Prochaska et al. [19] found that smoking cessation interventions which address alcohol use also lead to a decrease in other drug use among a sample of polydrug users. Despite this, previous research suggests screening and brief intervention for alcohol use is helpful, however infrequently conducted in the clinical setting [47]. While the current provision of smoking cessation care in hospitals remains sub-optimal despite years of smoke-free policy implementation, [48] a lack of staff time is often reported as being a barrier to the provision of care during hospitalisation [49]. The provision of brief advice for substance use, and screening for anxiety and depression may be time consuming for staff who are already over-burdened. Developing an intervention which builds on current policy and guidelines may facilitate intervention implementation. It may be important to include treatment for symptoms of anxiety and depression when treating tobacco use given the rates of these were found to be significantly higher in current smokers. An online intervention may be one way to increase this provision of care. So too, developing a system to refer individuals to the hospital’s Drug and Alcohol team, or the inclusion of a specialist nurse or counsellor present on ward to assist with addressing these comorbid issues, may provide a solution. However, as with the implementation of any new intervention to change care practices, feasibility, fidelity, and costing of these needs to be determined.

Strengths and limitations

The relatively high response rate (73%) provides some assurance that this is a representative sample of the orthopaedic trauma population at the two hospitals. Despite this, there may be some limitations with the data as self-report was used to determine rates of substance use and mental ill-health, and may introduce some participant bias to the results, with individual often attaching stigma to the conditions, and sometime unlikely to report rates. For example, as cannabis use is illegal in Australia, it may be that some individuals underreported their use of this substance, with actual rates of use higher than those reported. Given this, these findings may not be generalisable to other orthopaedic trauma populations, with reports of substance use and access to different substances varying from country to country. Further, due to the brevity of the survey, short items were used to determine rates of symptoms of anxiety and depression (however these have previously been found to be reliable) [26, 27]. As well, it is difficult to determine if the rates of anxiety and depression were present before trauma occurred, or were the result of the traumatic event, given the lack of control group.
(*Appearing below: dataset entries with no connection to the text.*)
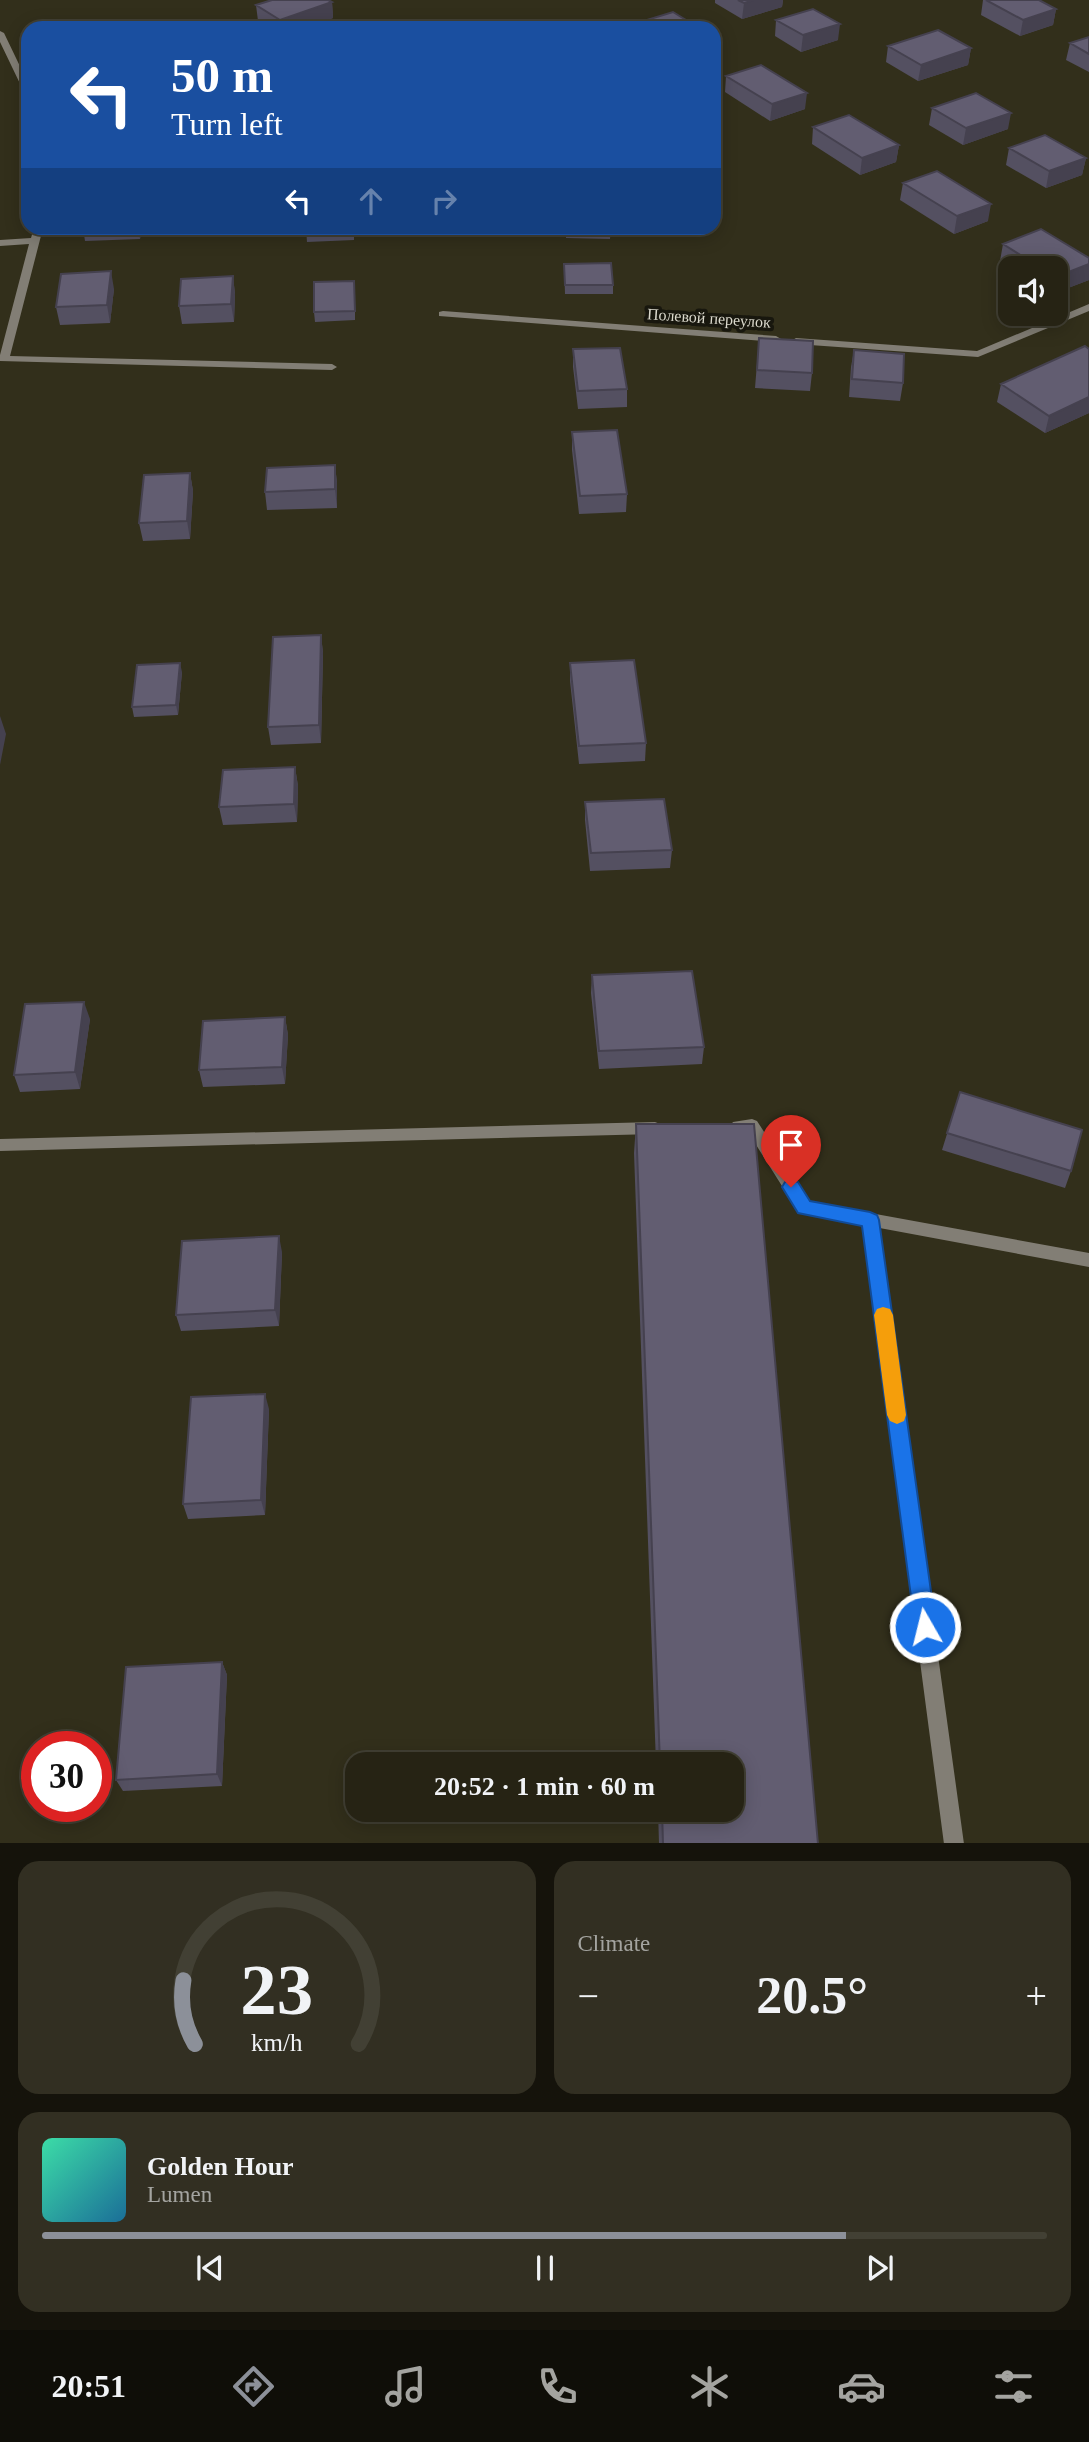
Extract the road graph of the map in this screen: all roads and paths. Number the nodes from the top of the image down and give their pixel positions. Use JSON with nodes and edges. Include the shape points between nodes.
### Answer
{"nodes":[{"id":1,"x":0,"y":33,"type":"edge"},
{"id":2,"x":21,"y":77,"type":"edge"},
{"id":3,"x":36,"y":235,"type":"edge"},
{"id":4,"x":35,"y":242,"type":"junction"},
{"id":5,"x":0,"y":243,"type":"edge"},
{"id":6,"x":1089,"y":307,"type":"edge"},
{"id":7,"x":443,"y":314,"type":"dead end"},
{"id":8,"x":332,"y":367,"type":"dead end"},
{"id":9,"x":725,"y":1126,"type":"edge"},
{"id":10,"x":671,"y":1127,"type":"edge"},
{"id":11,"x":0,"y":1145,"type":"edge"},
{"id":12,"x":870,"y":1220,"type":"junction"},
{"id":13,"x":1089,"y":1260,"type":"edge"},
{"id":14,"x":954,"y":1843,"type":"edge"}],
"edges":[{"from":1,"to":2,"type":"street"},
{"from":3,"to":4,"type":"street"},
{"from":4,"to":5,"type":"street"},
{"from":4,"to":8,"type":"street","via":[[5,359]]},
{"from":6,"to":7,"type":"street","name":"Полевой переулок","via":[[978,354]]},
{"from":9,"to":12,"type":"street","via":[[752,1125],[805,1208]]},
{"from":10,"to":11,"type":"street"},
{"from":12,"to":13,"type":"street"},
{"from":12,"to":14,"type":"street"}]}
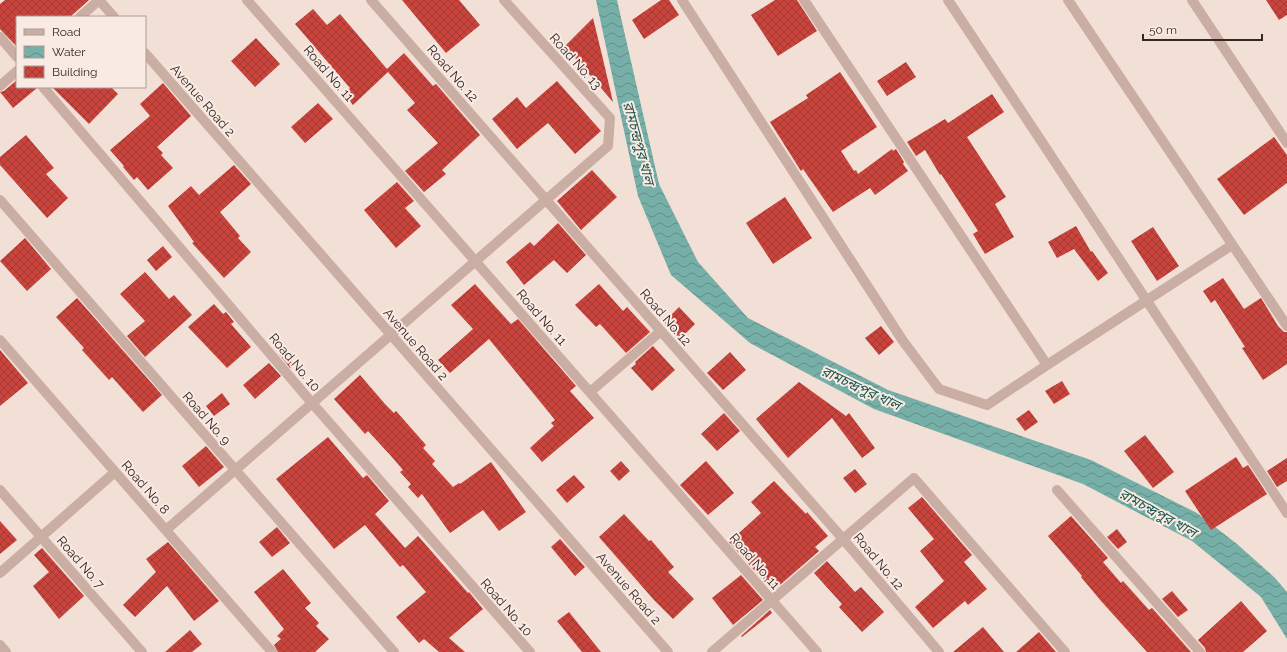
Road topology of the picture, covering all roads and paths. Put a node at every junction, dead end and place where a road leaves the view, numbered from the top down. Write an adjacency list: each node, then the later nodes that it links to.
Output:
1 (99, 0): 10 (street); 11 (street)
2 (247, 0): 22 (street, Road No. 11)
3 (371, 0): 19 (street, Road No. 12)
4 (504, 0): 19 (street, Road No. 13)
5 (682, 0): 28 (street)
6 (804, 0): 28 (street)
7 (948, 0): 23 (street)
8 (1068, 0): 21 (street)
9 (1192, 0): 18 (street)
10 (81, 16)
11 (113, 16)
12 (0, 37): 14 (street)
13 (146, 54): 26 (street, Avenue Road 2)
14 (16, 56)
15 (16, 72): 16 (street)
16 (0, 86)
17 (44, 88): 30 (street, Road No. 10)
18 (1287, 143)
19 (546, 199): 22 (street); 25 (street, Road No. 12)
20 (0, 200): 31 (street, Road No. 9)
21 (1232, 245): 23 (street); 24 (street)
22 (475, 261): 26 (street); 29 (street, Road No. 11)
23 (1146, 300): 28 (street); 35 (street)
24 (1287, 326)
25 (661, 331): 29 (street); 38 (street, Road No. 12)
26 (391, 334): 30 (street); 47 (street, Avenue Road 2)
27 (0, 340): 32 (street, Road No. 8)
28 (1047, 365)
29 (590, 392): 40 (street, Road No. 11)
30 (312, 403): 31 (street); 46 (street, Road No. 10)
31 (235, 470): 36 (street); 45 (street, Road No. 9)
32 (115, 472): 36 (street, Road No. 8); 37 (street)
33 (0, 490): 37 (street, Road No. 7)
34 (1057, 490): 52 (street)
35 (1287, 513)
36 (166, 530): 44 (street, Road No. 8)
37 (41, 537): 39 (street); 43 (street, Road No. 7)
38 (843, 539): 40 (street); 50 (street, Road No. 12); 51 (street)
39 (0, 573)
40 (772, 600): 48 (street); 49 (street, Road No. 11)
41 (0, 646): 42 (street)
42 (6, 652)
43 (142, 652)
44 (272, 652)
45 (394, 652)
46 (530, 652)
47 (668, 652)
48 (712, 652)
49 (817, 652)
50 (939, 652)
51 (1065, 652)
52 (1200, 652)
However, that scores were elevated still indicates the need to address these when tackling tobacco in the hospital setting.

Conclusion

It is important to take into account the relationship between comorbid health conditions when developing health interventions for orthopaedic trauma patients. Given found comorbidities, and that it is known that the current provision of smoking cessation care has previously been found to be low, it is important to take into account the relationship between alcohol, cannabis, and tobacco use when developing interventions for current tobacco users to help them quit smoking while in hospital, and to prevent relapse upon discharge. Further, it is important to acknowledge and incorporate the characteristics of individuals most likely to engage in the target behaviour. One way to do this may be to develop new interventions which integrate existing guidelines to increase the provision of smoking cessation care, but which also incorporate comorbid conditions and user characteristics. Factoring in psychological techniques to promote positive mental health when addressing tobacco cessation in this population should also be a priority. Addressing these health behaviours may not only promote a faster recovery from surgery, but may also prevent readmission and therefore the cost to the health care system. Health behaviour interventions addressing smoking, substance use and mental ill-health are warranted for the orthopaedic trauma population.